Derrière ce lance grenades, une imposante caméra de l’entreprise française Syt Technologie. D’après le catalogue du fabricant, ces caméras sont capables d’identifier une personne à plus d’une dizaine de kilomètres en plein jour et à quelques kilomètres de nuit. Tout à l’arrière, on trouve enfin, une tourelle composée de quatre micros dédiés à la détection acoustique de tirs par l’entreprise Metravib Defence membre du GICAT, un groupement d’entreprises privées françaises qui organise le salon. On retrouve cette technologie sur de nombreux véhicules de l’armée.
57 millions d’euros
Cela fait plusieurs années que la Gendarmerie cherche à remplacer ses vieux VBRG, dont les premiers, des Berliet VXB 170, datent des années 70. Ces blindés se répartissent aujourd’hui entre le groupement blindé de gendarmerie mobile de Satory, le centre national d’entraînement des forces de la gendarmerie de Saint-Astier et des détachements outre-mer.
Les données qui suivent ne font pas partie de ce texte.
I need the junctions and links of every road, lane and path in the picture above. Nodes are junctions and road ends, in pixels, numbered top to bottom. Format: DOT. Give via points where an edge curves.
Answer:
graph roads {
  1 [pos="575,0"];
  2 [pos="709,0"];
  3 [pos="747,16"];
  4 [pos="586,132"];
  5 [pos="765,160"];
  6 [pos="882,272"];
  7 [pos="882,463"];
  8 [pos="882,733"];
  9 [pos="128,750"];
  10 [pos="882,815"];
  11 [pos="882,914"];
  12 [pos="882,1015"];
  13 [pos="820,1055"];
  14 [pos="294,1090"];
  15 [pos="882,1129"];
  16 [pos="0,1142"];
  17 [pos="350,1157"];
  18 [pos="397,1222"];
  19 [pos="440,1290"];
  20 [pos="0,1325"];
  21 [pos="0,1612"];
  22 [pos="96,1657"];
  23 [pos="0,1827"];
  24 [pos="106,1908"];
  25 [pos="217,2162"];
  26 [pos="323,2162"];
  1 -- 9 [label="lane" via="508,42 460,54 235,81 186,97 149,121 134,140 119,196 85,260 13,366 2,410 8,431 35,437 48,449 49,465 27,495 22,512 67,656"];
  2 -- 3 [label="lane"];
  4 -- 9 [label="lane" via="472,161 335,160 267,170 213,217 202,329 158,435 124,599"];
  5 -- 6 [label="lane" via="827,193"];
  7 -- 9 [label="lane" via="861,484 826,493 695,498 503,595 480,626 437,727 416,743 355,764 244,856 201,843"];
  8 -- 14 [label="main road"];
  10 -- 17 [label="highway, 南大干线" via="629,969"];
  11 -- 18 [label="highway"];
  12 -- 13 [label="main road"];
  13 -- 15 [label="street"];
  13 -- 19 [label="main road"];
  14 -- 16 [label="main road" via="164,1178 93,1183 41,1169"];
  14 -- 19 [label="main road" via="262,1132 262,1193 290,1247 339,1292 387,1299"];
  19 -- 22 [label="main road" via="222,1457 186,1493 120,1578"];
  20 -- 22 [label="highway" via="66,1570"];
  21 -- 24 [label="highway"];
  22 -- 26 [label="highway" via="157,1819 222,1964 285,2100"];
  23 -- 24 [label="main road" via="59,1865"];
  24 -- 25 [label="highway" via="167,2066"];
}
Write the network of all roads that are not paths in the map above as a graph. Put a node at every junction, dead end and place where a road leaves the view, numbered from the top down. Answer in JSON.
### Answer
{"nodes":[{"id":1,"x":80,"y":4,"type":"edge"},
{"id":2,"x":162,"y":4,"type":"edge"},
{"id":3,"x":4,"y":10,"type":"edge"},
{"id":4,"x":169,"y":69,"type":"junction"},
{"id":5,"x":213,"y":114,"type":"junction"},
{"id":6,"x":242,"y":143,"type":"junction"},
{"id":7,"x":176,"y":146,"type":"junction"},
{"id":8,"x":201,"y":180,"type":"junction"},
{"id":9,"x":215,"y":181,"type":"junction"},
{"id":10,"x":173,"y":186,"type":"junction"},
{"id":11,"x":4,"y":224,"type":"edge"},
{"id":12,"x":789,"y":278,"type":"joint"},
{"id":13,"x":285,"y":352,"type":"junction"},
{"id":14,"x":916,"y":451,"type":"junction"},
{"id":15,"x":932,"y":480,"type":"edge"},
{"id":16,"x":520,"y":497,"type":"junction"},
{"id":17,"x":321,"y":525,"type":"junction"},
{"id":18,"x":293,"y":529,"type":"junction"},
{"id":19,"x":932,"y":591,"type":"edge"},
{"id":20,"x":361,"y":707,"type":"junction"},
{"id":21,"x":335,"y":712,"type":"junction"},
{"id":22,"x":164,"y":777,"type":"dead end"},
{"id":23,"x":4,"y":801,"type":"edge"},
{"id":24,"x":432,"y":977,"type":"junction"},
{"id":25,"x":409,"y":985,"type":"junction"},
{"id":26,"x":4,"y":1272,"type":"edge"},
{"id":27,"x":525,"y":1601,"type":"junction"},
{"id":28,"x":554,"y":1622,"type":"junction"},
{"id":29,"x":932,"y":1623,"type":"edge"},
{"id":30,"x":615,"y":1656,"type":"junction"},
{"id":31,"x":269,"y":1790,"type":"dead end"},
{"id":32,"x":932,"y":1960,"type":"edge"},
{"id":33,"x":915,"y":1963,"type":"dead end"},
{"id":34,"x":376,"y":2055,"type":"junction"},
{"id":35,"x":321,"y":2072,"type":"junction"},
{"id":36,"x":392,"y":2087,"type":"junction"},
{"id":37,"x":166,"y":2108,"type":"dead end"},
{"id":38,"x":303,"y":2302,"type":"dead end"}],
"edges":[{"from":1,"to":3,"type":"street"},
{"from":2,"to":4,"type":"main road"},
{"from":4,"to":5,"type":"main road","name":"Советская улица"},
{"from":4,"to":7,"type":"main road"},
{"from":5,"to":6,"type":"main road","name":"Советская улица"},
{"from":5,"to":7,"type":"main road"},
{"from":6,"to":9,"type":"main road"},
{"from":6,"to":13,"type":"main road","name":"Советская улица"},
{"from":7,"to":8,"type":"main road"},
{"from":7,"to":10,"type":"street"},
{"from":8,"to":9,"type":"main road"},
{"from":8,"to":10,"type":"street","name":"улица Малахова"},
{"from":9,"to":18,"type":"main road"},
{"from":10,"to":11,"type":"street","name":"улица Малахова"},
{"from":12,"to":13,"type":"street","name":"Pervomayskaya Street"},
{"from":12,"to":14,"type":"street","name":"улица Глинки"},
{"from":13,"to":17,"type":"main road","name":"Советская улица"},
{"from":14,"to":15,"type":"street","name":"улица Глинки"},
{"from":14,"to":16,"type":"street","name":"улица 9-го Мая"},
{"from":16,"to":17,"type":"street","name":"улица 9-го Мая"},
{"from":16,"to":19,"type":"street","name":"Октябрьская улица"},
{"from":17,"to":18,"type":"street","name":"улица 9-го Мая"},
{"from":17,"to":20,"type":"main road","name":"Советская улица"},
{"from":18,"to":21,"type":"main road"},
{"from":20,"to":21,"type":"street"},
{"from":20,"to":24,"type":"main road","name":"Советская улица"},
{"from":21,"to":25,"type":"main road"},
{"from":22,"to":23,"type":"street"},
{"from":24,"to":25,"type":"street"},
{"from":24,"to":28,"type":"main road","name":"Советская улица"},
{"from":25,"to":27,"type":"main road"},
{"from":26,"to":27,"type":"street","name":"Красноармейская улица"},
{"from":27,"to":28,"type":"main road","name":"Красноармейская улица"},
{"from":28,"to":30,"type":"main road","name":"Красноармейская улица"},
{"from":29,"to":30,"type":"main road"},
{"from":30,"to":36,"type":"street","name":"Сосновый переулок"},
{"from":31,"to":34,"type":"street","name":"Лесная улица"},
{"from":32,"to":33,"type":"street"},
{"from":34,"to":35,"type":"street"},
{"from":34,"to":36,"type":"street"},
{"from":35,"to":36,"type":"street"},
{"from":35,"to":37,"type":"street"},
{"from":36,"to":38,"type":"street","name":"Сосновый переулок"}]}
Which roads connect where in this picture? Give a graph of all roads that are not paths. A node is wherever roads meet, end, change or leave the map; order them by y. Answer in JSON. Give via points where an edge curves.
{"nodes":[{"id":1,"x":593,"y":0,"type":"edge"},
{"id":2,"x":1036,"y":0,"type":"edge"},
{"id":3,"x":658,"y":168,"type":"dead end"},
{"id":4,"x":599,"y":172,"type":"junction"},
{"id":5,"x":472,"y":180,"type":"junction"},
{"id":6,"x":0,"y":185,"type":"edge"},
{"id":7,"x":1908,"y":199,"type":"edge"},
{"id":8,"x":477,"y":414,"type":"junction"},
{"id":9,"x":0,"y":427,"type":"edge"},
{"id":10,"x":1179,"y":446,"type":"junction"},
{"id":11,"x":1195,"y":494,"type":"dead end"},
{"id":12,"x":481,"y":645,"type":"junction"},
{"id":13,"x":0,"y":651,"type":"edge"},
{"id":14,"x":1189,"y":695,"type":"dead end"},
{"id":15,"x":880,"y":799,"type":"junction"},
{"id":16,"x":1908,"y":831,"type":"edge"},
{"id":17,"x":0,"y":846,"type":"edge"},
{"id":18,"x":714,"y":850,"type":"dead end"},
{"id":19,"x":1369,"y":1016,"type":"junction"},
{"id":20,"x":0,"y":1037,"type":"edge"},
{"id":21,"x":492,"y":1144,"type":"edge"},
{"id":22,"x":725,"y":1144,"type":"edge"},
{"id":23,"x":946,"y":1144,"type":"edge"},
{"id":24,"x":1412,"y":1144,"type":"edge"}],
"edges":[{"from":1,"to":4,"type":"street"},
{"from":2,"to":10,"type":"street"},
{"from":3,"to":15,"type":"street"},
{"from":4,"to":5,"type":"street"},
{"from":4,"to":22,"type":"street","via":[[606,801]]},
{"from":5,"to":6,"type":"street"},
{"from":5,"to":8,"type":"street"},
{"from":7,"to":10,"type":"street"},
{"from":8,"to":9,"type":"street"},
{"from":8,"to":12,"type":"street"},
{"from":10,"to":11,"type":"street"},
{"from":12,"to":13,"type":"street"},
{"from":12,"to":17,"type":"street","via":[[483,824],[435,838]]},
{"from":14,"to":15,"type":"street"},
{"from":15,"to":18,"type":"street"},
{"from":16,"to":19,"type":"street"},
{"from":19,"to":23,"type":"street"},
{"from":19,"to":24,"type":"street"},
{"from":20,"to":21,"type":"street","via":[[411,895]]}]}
Ils sont prévus pour les situations de crise où les forces classiques de maintien de l’ordre se révèlent insuffisantes, mais le recours à l’armée, excessif. Ainsi ils peuvent résister à tout genre de projectiles, comme des cocktails Molotovs, voire des tirs d’armes à feu. Ils sont utilisés pour la première fois en métropole en 1979, lorsqu’un village, Chooz, dans les Ardennes, se révolte contre la construction d’une centrale nucléaire.
A lire : A Chooz, le prix de l’atome
Aujourd’hui ils sont principalement mobilisés pour franchir des barricades en métropole, en Corse et en Outre mer. Plusieurs VBRG avaient ainsi été déployés lors des manifestations des gilets jaunes ou de l’évacuation de la ZAD de Notre-Dame-des-Landes.
En 2020, le parc devenant difficile à entretenir, l’État avait opté pour une rénovation expérimentale à 200.000€ par blindé. L’opération est finalement abandonnée et le ministère de l’Intérieur décide donc d’acquérir 90 Centaure pour 57 millions d’euros. « La commande de la gendarmerie n’est pas la plus grosse pour nous mais cela va nous donner une excellente image à l’internationale. C’est un sacré label pour nous », précise un représentant de la société Soframe, qui a remporté le marché public le 27 octobre 2021.
D’après cette entreprise, 1 800 exemplaires de ce blindé ont été vendus dans le monde entier.
Quatre-vingt-dix autres à l’Arabie saoudite alors que le royaume est impliqué dans la guerre au Yémen depuis 2015. En 2018, Aymeric Elluin, chargé de plaidoyer armes à Amnesty International France, confirmait l’acquisition de ces blindés par la garde nationale saoudienne après le début du conflit. Début 2022, l’ONU a estimé à près de 400 000 le nombre de morts causés par cette guerre.
Pour Soframe, le Centaure qui équipera la gendarmerie est une « pépite de savoir-faire. » Imposant, il est un sujet de fierté pour des gendarmes qui le présentent : « Ça va vraiment nous changer ! » se réjouissent-ils.
Un changement que percevront aussi les manifestants français.